● **Exercise data**:

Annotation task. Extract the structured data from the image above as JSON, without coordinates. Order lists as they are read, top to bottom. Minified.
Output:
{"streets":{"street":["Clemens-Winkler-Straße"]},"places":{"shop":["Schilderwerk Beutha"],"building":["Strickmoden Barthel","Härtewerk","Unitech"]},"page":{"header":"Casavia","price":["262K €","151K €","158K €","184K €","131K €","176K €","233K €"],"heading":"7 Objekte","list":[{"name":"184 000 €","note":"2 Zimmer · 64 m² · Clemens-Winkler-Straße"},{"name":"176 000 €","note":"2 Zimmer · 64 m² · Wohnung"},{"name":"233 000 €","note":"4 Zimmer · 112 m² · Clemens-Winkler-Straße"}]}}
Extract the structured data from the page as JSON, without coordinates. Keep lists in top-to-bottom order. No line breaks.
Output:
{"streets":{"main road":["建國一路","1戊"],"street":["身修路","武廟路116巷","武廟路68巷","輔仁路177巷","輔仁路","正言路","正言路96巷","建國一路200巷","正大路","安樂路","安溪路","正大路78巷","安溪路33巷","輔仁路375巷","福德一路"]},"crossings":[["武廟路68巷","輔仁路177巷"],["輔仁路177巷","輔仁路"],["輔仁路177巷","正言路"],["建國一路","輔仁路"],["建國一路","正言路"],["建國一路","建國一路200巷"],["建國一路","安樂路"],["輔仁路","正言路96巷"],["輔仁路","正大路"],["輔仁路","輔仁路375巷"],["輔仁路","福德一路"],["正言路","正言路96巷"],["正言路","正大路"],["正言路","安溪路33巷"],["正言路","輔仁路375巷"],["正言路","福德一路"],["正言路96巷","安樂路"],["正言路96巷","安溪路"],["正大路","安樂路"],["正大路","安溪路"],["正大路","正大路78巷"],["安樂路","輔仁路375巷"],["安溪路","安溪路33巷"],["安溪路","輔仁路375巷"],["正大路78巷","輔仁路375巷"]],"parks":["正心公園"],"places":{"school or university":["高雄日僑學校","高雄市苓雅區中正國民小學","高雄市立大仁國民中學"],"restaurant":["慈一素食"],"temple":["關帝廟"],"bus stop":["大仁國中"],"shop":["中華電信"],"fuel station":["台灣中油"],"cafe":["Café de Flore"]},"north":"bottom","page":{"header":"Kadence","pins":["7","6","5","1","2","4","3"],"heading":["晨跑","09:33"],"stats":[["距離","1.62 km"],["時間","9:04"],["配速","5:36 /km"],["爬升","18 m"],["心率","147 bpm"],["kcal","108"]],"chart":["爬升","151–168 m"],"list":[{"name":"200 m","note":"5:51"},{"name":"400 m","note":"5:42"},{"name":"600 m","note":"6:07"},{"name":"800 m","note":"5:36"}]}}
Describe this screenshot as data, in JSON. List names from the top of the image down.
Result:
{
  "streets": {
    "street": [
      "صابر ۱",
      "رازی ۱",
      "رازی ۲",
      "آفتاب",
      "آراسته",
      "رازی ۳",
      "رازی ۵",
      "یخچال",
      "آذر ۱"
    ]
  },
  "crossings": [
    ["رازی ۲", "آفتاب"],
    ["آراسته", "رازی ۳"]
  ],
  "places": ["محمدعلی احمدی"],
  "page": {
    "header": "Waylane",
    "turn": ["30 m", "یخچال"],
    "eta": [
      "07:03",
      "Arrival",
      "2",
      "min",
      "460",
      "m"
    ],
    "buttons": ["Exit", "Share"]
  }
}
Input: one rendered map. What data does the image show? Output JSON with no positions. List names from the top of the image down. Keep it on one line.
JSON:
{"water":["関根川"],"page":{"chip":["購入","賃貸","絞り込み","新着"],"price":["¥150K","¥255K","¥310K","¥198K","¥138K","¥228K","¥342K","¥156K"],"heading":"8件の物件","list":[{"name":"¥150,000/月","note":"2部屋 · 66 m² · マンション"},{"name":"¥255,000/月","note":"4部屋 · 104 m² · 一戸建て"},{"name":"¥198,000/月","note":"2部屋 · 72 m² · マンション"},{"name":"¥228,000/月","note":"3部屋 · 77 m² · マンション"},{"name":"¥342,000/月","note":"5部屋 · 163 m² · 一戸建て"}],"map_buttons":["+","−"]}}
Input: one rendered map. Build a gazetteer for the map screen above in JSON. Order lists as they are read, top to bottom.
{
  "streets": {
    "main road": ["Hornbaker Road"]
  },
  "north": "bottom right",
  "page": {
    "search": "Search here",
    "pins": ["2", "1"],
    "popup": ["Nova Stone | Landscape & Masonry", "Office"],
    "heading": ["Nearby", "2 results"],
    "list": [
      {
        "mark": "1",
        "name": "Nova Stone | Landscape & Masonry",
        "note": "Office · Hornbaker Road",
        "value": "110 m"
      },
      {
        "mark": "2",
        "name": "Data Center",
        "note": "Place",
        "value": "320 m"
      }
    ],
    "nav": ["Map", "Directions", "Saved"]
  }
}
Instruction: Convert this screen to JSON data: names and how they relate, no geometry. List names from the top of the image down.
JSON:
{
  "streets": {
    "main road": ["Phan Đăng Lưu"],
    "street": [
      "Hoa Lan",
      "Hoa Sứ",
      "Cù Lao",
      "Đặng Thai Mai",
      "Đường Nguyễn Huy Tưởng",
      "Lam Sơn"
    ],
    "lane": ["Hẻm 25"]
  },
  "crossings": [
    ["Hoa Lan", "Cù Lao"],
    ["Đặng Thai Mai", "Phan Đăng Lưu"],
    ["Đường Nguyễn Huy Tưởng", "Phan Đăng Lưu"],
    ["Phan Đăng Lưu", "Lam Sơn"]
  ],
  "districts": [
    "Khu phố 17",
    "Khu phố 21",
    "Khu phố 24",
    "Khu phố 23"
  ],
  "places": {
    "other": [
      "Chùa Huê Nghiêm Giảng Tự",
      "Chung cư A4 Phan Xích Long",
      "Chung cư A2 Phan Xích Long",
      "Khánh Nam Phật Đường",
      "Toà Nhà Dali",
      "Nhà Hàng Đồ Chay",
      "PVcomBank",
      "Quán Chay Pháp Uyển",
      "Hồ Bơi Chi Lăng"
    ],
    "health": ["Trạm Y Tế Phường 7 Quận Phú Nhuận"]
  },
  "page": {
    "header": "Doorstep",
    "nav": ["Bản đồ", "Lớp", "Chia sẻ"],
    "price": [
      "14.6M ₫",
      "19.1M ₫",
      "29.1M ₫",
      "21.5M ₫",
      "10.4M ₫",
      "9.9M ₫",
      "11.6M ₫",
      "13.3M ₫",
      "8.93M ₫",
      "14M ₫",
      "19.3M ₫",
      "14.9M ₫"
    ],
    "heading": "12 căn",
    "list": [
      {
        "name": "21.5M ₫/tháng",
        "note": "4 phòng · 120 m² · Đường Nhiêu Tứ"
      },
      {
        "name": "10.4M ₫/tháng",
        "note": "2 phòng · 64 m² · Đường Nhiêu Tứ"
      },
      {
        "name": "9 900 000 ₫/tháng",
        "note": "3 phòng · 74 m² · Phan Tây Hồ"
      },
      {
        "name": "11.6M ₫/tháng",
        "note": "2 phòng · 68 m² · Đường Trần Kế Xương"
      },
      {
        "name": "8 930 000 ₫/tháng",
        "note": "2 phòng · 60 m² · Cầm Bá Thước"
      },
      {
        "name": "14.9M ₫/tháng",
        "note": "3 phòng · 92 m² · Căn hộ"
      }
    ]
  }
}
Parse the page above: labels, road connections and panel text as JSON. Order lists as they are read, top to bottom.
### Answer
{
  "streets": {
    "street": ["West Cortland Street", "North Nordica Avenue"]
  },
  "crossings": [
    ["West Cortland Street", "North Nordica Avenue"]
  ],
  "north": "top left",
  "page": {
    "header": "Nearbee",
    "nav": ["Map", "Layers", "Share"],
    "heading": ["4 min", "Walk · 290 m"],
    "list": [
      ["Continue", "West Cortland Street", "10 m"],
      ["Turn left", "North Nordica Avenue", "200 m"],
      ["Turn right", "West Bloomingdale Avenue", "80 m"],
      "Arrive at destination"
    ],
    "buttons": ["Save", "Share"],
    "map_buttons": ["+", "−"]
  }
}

● **Assignment**: Lines with "Thai": find them in the data and copy each one.

● **Expected output**:
      "Đặng Thai Mai",
    ["Đặng Thai Mai", "Phan Đăng Lưu"],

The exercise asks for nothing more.